[[ EXERCISE DATA open ]]
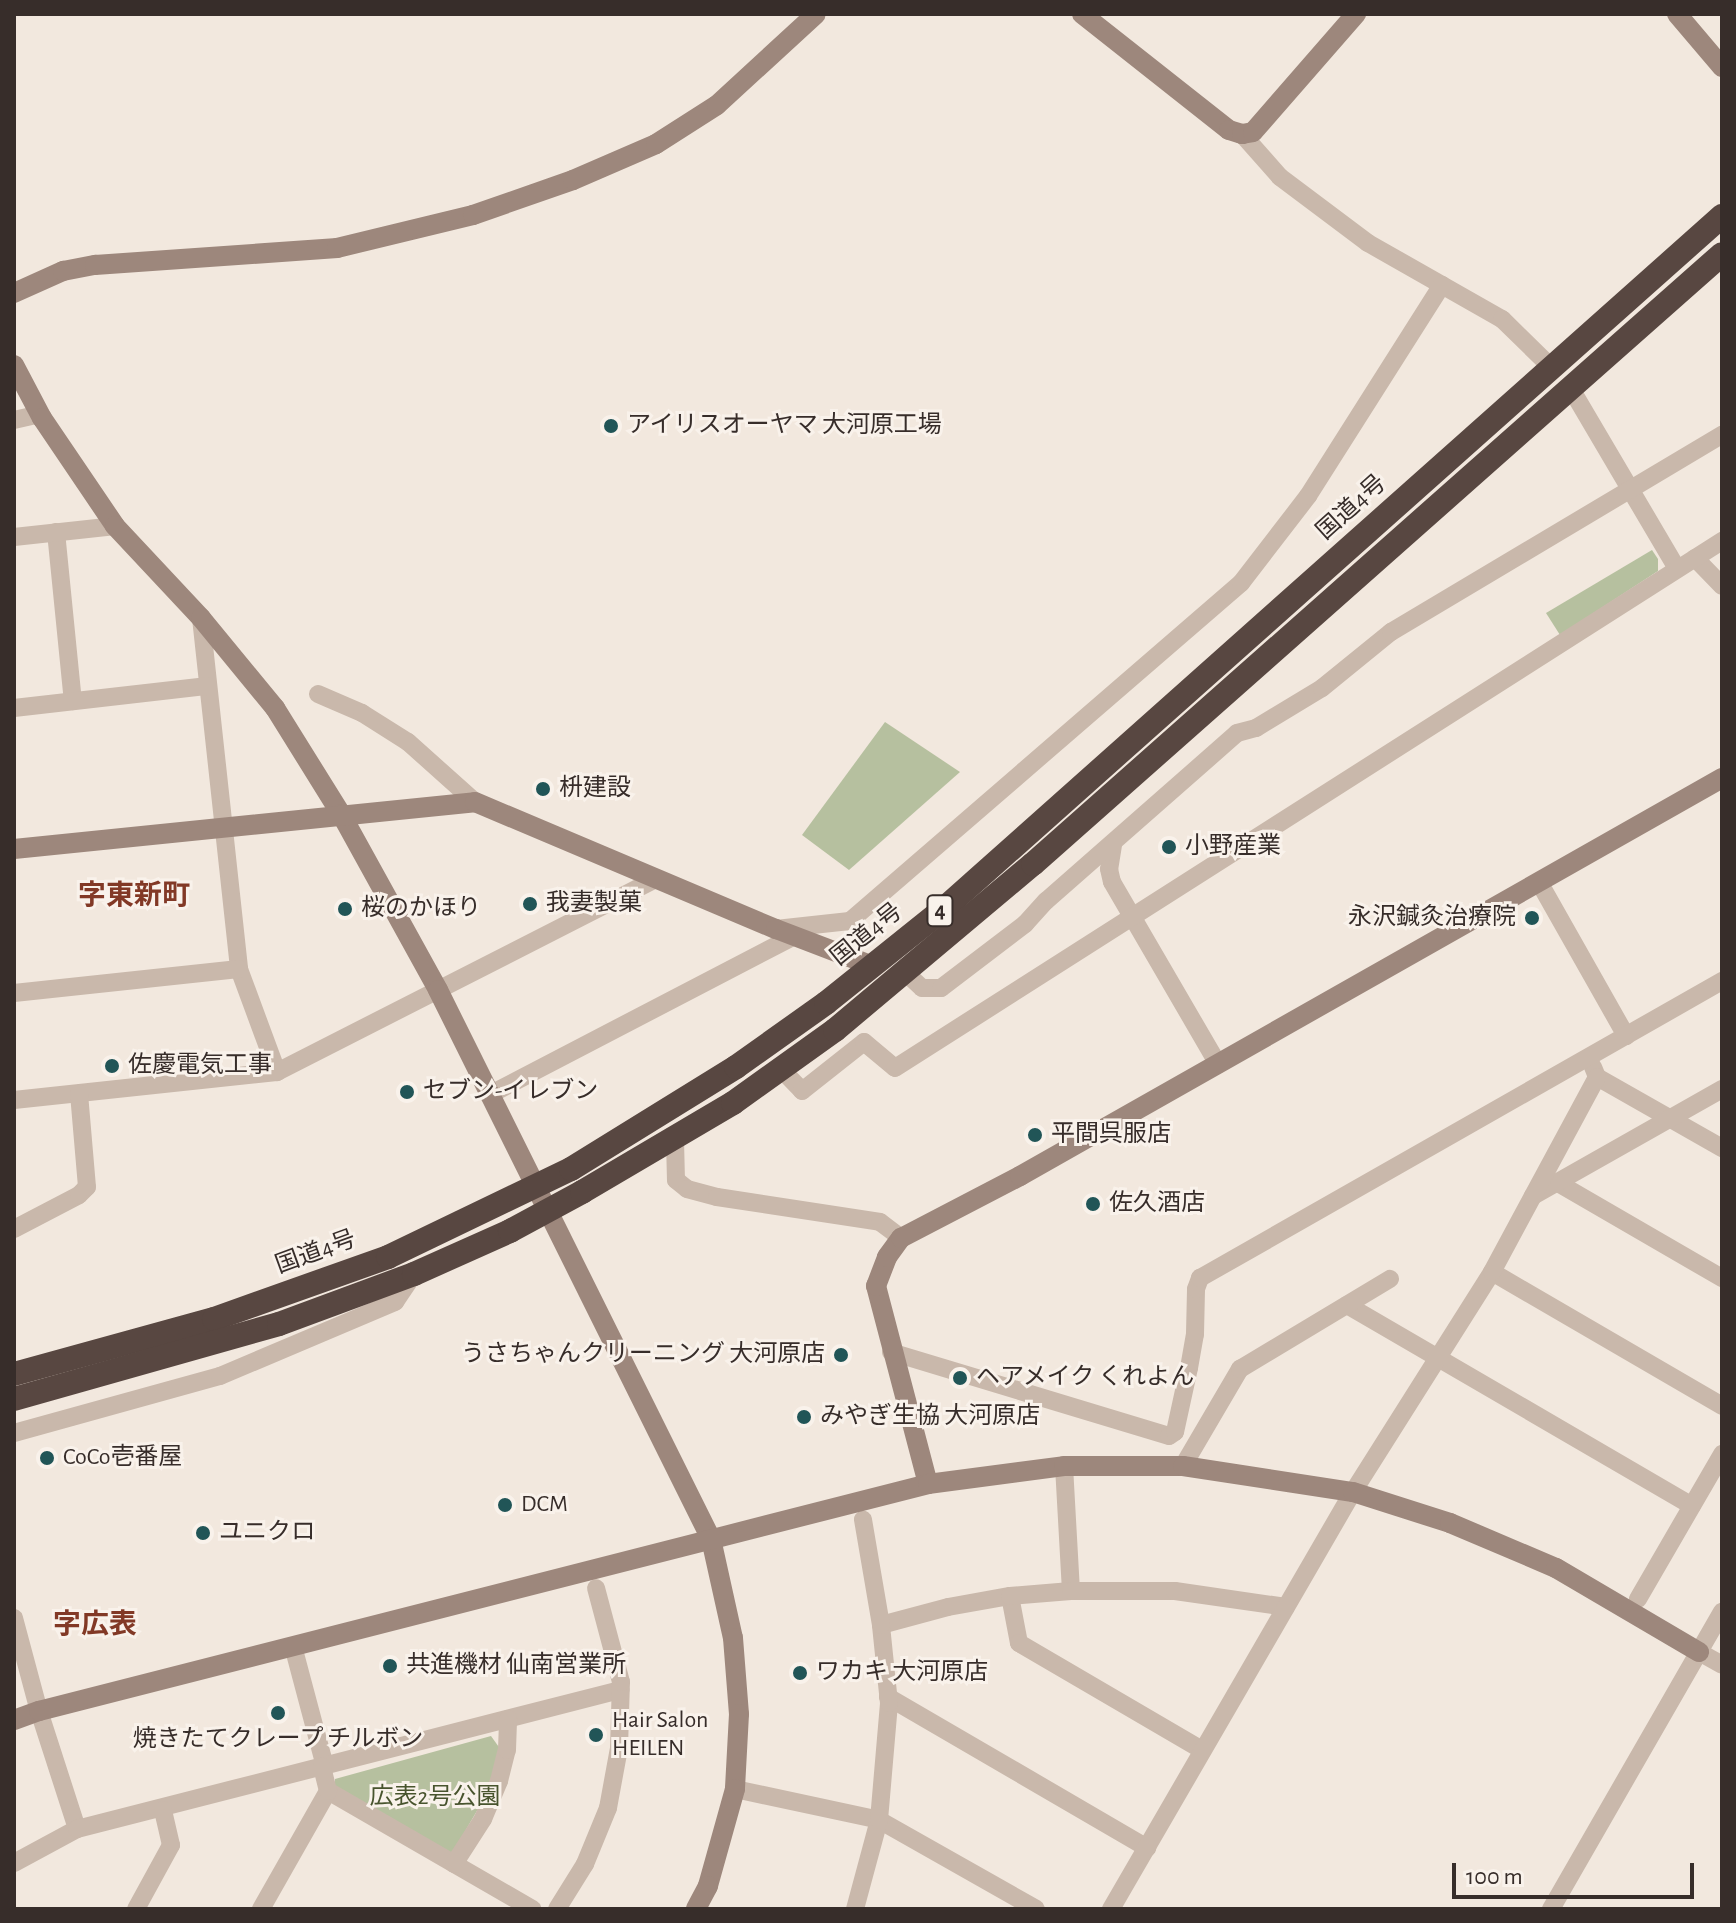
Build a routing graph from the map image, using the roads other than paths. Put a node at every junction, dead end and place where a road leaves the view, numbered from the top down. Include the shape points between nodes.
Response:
1 (816, 14) edge
2 (1082, 14) edge
3 (1356, 14) edge
4 (1677, 14) edge
5 (1722, 67) edge
6 (1242, 134) junction
7 (1722, 216) edge
8 (1722, 254) edge
9 (1442, 285) junction
10 (14, 293) edge
11 (14, 365) edge
12 (1550, 366) junction
13 (1570, 387) junction
14 (40, 414) junction
15 (14, 420) edge
16 (1722, 435) edge
17 (1632, 492) junction
18 (115, 526) junction
19 (56, 532) junction
20 (14, 537) edge
21 (1722, 541) edge
22 (1695, 558) junction
23 (1677, 569) junction
24 (1722, 586) edge
25 (201, 618) junction
26 (208, 686) junction
27 (318, 694) dead end
28 (73, 701) junction
29 (14, 708) edge
30 (1722, 778) edge
31 (475, 802) junction
32 (341, 814) junction
33 (224, 826) junction
34 (1113, 845) junction
35 (14, 849) edge
36 (656, 879) junction
37 (1539, 882) junction
38 (1135, 917) junction
39 (785, 933) junction
40 (873, 966) junction
41 (239, 969) junction
42 (906, 973) junction
43 (1722, 981) edge
44 (438, 990) junction
45 (14, 993) edge
46 (1626, 1036) junction
47 (1588, 1057) junction
48 (1218, 1064) junction
49 (782, 1070) junction
50 (277, 1072) junction
51 (1597, 1077) junction
52 (1722, 1089) edge
53 (79, 1093) junction
54 (489, 1095) junction
55 (14, 1100) edge
56 (1670, 1118) junction
57 (675, 1140) junction
58 (1722, 1148) edge
59 (1558, 1183) junction
60 (535, 1187) junction
61 (1533, 1196) junction
62 (548, 1210) junction
63 (14, 1229) edge
64 (901, 1238) junction
65 (1492, 1272) junction
66 (414, 1274) junction
67 (1722, 1278) edge
68 (1390, 1279) dead end
69 (1347, 1305) junction
70 (891, 1352) junction
71 (1442, 1357) junction
72 (14, 1374) edge
73 (14, 1399) edge
74 (1722, 1406) edge
75 (1175, 1432) junction
76 (14, 1433) edge
77 (1196, 1444) junction
78 (1722, 1454) edge
79 (1064, 1466) junction
80 (1183, 1466) junction
81 (928, 1484) junction
82 (1353, 1492) junction
83 (1692, 1506) junction
84 (863, 1520) dead end
85 (711, 1539) junction
86 (596, 1588) dead end
87 (1071, 1591) junction
88 (1010, 1596) junction
89 (1638, 1599) dead end
90 (1286, 1607) junction
91 (1722, 1612) edge
92 (14, 1618) edge
93 (881, 1625) junction
94 (293, 1646) junction
95 (1699, 1652) junction
96 (1722, 1665) edge
97 (620, 1690) junction
98 (888, 1697) junction
99 (39, 1711) junction
100 (508, 1719) junction
101 (14, 1720) edge
102 (1202, 1750) junction
103 (324, 1766) junction
104 (735, 1789) junction
105 (328, 1791) junction
106 (163, 1810) junction
107 (879, 1820) junction
108 (77, 1829) junction
109 (1147, 1848) junction
110 (14, 1863) edge
111 (454, 1864) junction
112 (136, 1909) edge
113 (261, 1909) edge
114 (532, 1909) edge
115 (557, 1909) edge
116 (696, 1909) edge
117 (855, 1909) edge
118 (1036, 1909) edge
119 (1111, 1909) edge
120 (1551, 1909) edge

1 - 10 street via 717,105 656,144 473,215 337,248 95,265 63,271
2 - 6 street via 1229,130
3 - 6 street via 1253,132
4 - 5 street
6 - 9 street via 1280,177 1368,243
7 - 12 highway, 国道4号 / 4
8 - 13 highway, 4
9 - 12 street via 1502,319
9 - 39 street via 1308,496 1241,583 850,921
11 - 14 street
12 - 40 highway, 国道4号 / 4 via 1071,797
13 - 17 street
13 - 42 highway, 4
14 - 15 street
14 - 18 street
16 - 17 street
17 - 23 street
17 - 34 street via 1391,632 1322,688 1256,728 1237,733
18 - 19 street
18 - 25 street
19 - 20 street
19 - 28 street
21 - 22 street
22 - 23 street
22 - 24 street
23 - 38 street
25 - 26 street
25 - 32 street via 275,708
26 - 28 street
26 - 33 street
27 - 31 street via 408,742
28 - 29 street
30 - 37 street
31 - 32 street
31 - 36 street
32 - 33 street
32 - 44 street
33 - 35 street
33 - 41 street
34 - 38 street via 1112,882
34 - 42 street via 1025,924 941,988 922,988
36 - 39 street
36 - 44 street
37 - 46 street
37 - 48 street
38 - 48 street
38 - 49 street via 895,1068 864,1042 802,1091
39 - 40 street
39 - 54 street
40 - 60 highway, 国道4号 / 4 via 736,1067
41 - 45 street
41 - 50 street
42 - 49 highway, 4
43 - 46 street
44 - 50 street
44 - 54 street
46 - 47 street
47 - 51 street
47 - 75 street via 1200,1278 1195,1334
48 - 64 street
49 - 57 highway, 4
50 - 53 street
51 - 56 street
51 - 61 street
52 - 56 street
53 - 55 street
53 - 63 street via 87,1187
54 - 60 street
56 - 58 street
56 - 59 street
57 - 62 highway, 4
57 - 64 street via 676,1180 687,1189 880,1222
59 - 61 street
59 - 67 street
60 - 62 street
60 - 72 highway, 国道4号 / 4 via 388,1257 303,1289
61 - 65 street
62 - 66 highway, 4
62 - 85 street
64 - 70 street via 876,1286
65 - 71 street
65 - 74 street
66 - 73 highway, 4 via 279,1324
66 - 76 street via 395,1302 220,1376
68 - 69 street
69 - 71 street
69 - 77 street via 1240,1369
70 - 75 street via 1169,1436
70 - 81 street
71 - 82 street
71 - 83 street
75 - 77 street
77 - 80 street
78 - 83 street
79 - 80 street
79 - 81 street
79 - 87 street
80 - 82 street
81 - 85 street
82 - 90 street
82 - 95 street via 1450,1523 1556,1568
83 - 89 street
84 - 93 street
85 - 94 street
85 - 104 street via 733,1638 739,1714
86 - 97 street
87 - 88 street
87 - 90 street via 1175,1591
88 - 93 street
88 - 102 street via 1019,1643
90 - 102 street
91 - 95 street
92 - 99 street
93 - 98 street
94 - 99 street
94 - 103 street
95 - 96 street
95 - 120 street
97 - 100 street
97 - 115 street via 619,1748 608,1808 585,1864
98 - 107 street
98 - 109 street
99 - 101 street
99 - 108 street
100 - 103 street
100 - 111 street via 499,1781 483,1819
102 - 109 street
103 - 105 street
103 - 106 street
104 - 107 street
104 - 116 street via 708,1886
105 - 111 street
105 - 113 street
106 - 108 street
106 - 112 street via 171,1845
107 - 117 street
107 - 118 street
108 - 110 street
109 - 119 street
111 - 114 street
[[ EXERCISE DATA closed ]]
_TASK BRIEF_
Only lines with the word "highway" are wanted; pull each of them from the records.

_TASK SOLUTION_
7 - 12 highway, 国道4号 / 4
8 - 13 highway, 4
12 - 40 highway, 国道4号 / 4 via 1071,797
13 - 42 highway, 4
40 - 60 highway, 国道4号 / 4 via 736,1067
42 - 49 highway, 4
49 - 57 highway, 4
57 - 62 highway, 4
60 - 72 highway, 国道4号 / 4 via 388,1257 303,1289
62 - 66 highway, 4
66 - 73 highway, 4 via 279,1324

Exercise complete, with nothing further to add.